If you’ve ever driven down the main road of Terlingua Ranch, you know that when you begin, the Chisos Mountains are on the right side. You see them as you come down Highway 118. The Christmas Mountains stand in front of them but don’t block the view until you get close. By the time you turn left into the ranch, the Christmas Mountains dominate the skyline. But you know the Chisos are still there, right? They are, but…

The road winds and twists so subtly that by the time you near the Ranch Headquarters it’s a surprise to see the Chisos standing on the left-hand side of the view. The mountainous terrain opens up for seconds and—ta-da! We now present the Chisos! On the wrong side of the road. How can that be? Oh, it’s been explained to me a thousand times, but it’s a phenomenon that never fails to delight. I’m like a little kid who knows who Santa Claus is but still gets swept up by the enchantment of Christmas morning.

I know the surprise is coming but as I draw closer, I can hardly wait for it. A powerful feeling of awe comes over me because, you see, they are not just on the wrong side of the road, they are close. Because of the ever-changing position of the sun, the clouds, atmospheric conditions, and their own magic, they are always different. Every. Single. Time.
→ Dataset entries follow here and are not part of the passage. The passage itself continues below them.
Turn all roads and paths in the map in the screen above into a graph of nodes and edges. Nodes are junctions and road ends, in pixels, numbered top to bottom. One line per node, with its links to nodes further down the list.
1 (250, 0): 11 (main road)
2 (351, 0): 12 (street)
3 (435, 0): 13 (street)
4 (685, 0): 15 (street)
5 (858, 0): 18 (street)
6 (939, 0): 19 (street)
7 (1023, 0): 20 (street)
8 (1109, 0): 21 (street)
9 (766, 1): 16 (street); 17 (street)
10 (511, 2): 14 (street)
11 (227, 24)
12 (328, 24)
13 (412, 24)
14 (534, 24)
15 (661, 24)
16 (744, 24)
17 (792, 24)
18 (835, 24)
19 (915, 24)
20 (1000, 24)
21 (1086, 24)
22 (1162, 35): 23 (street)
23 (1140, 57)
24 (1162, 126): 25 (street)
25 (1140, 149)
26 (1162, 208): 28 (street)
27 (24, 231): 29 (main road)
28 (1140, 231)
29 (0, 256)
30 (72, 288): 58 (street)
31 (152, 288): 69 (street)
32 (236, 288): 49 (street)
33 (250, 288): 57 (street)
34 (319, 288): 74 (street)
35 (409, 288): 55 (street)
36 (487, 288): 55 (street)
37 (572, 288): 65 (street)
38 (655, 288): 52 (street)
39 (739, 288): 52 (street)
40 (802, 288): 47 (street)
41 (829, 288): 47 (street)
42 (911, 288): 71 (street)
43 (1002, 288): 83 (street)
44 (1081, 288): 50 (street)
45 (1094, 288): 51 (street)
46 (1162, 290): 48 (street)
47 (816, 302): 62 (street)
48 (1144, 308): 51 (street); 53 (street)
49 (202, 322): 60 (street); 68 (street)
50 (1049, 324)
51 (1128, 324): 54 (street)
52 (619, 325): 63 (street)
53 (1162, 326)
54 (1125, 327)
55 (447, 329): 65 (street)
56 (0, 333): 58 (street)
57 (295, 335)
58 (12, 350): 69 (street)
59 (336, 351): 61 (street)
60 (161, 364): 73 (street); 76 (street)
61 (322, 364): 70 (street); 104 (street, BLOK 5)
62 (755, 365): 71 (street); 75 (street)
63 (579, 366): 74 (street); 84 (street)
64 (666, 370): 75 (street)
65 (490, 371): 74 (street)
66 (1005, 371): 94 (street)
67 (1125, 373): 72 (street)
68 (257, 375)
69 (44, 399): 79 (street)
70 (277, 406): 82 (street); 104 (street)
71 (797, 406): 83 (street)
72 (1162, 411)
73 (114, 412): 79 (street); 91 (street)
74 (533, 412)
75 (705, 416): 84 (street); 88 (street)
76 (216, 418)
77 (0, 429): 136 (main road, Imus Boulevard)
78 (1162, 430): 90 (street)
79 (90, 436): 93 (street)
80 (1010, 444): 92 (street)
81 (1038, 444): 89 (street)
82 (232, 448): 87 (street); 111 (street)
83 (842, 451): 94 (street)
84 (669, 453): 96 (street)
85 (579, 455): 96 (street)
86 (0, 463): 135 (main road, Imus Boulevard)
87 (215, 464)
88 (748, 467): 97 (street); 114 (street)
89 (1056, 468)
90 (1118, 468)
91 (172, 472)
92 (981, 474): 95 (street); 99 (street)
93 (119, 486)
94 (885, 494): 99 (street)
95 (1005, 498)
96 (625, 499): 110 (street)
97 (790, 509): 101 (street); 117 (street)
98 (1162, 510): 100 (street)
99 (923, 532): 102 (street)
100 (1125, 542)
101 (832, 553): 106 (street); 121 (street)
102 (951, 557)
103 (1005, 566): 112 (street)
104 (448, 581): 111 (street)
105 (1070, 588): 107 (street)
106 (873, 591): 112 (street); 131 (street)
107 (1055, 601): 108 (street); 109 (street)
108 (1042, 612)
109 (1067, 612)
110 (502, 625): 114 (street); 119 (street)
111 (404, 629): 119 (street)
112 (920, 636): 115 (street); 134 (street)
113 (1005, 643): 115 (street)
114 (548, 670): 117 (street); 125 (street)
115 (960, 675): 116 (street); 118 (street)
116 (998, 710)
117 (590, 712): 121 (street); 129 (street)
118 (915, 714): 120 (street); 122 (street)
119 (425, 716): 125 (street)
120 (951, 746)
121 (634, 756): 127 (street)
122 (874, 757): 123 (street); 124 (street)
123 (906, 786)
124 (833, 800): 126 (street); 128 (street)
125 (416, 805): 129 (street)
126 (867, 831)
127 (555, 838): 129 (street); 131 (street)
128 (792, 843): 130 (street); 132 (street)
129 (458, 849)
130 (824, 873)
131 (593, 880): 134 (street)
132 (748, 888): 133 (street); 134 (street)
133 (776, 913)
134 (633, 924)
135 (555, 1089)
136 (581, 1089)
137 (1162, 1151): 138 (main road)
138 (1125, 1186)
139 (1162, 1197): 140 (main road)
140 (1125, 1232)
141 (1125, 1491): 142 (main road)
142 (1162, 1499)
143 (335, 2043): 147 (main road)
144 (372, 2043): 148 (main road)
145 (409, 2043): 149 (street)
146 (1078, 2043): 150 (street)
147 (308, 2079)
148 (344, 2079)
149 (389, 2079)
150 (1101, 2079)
To test my theory, I turned my truck around to go back a few miles and drive by them again. I got distracted by an empty spot of land where there is a superb view of the Corazones. I parked and studied the ultra-rugged nature of them for five full minutes, challenging myself to describe those two natural wonders without using the words awe-inspiring, towering, rough, wild, rugged, jagged, twisted, rocky, tortured…you get the drift. I failed. All of those words fit and yet no words do them justice.

My friend was expecting me so I soldiered on, back to my Chisos Mountains experiment. Do I need to say that by the second time, ten minutes later, everything had changed? Clouds had come in from the south and were sagging over the Basin. Croton Peak had crept closer to the ranch. It was spotlighted for seconds and then the light moved on to a smaller mountain whose name I don’t know. I think of it as Beautiful Little Mountain. The entire Big Bend area of southwest Texas is full of them.

My friend and her wildly excited dogs welcomed me warmly. Her cats remained aloof and greeted me in their own time on their terms, except for the aptly-named Love Kitty. She had announcements to make about my arrival but she seemed positive overall. Maybe that was because I’d brought Emmylou, the singing kitty, back home.

I breathed in the peace that dominates my friend’s world and soaked up the scenery that always stirs my soul. I wrote and wrote and wrote. Every morning, from a comfortable bed, I watched dawn come to Big Bend National Park. Sometimes it would sneak in on quiet feet; other times it blasted in, showing off and splashing colors around. Every time it was beautiful.

I spent a full week mountain-gawking, thunderstorm-watching, laughing and talking, being quiet, porch-sitting, writing, and sleeping well. Like the little kitty Emmylou, I had come home.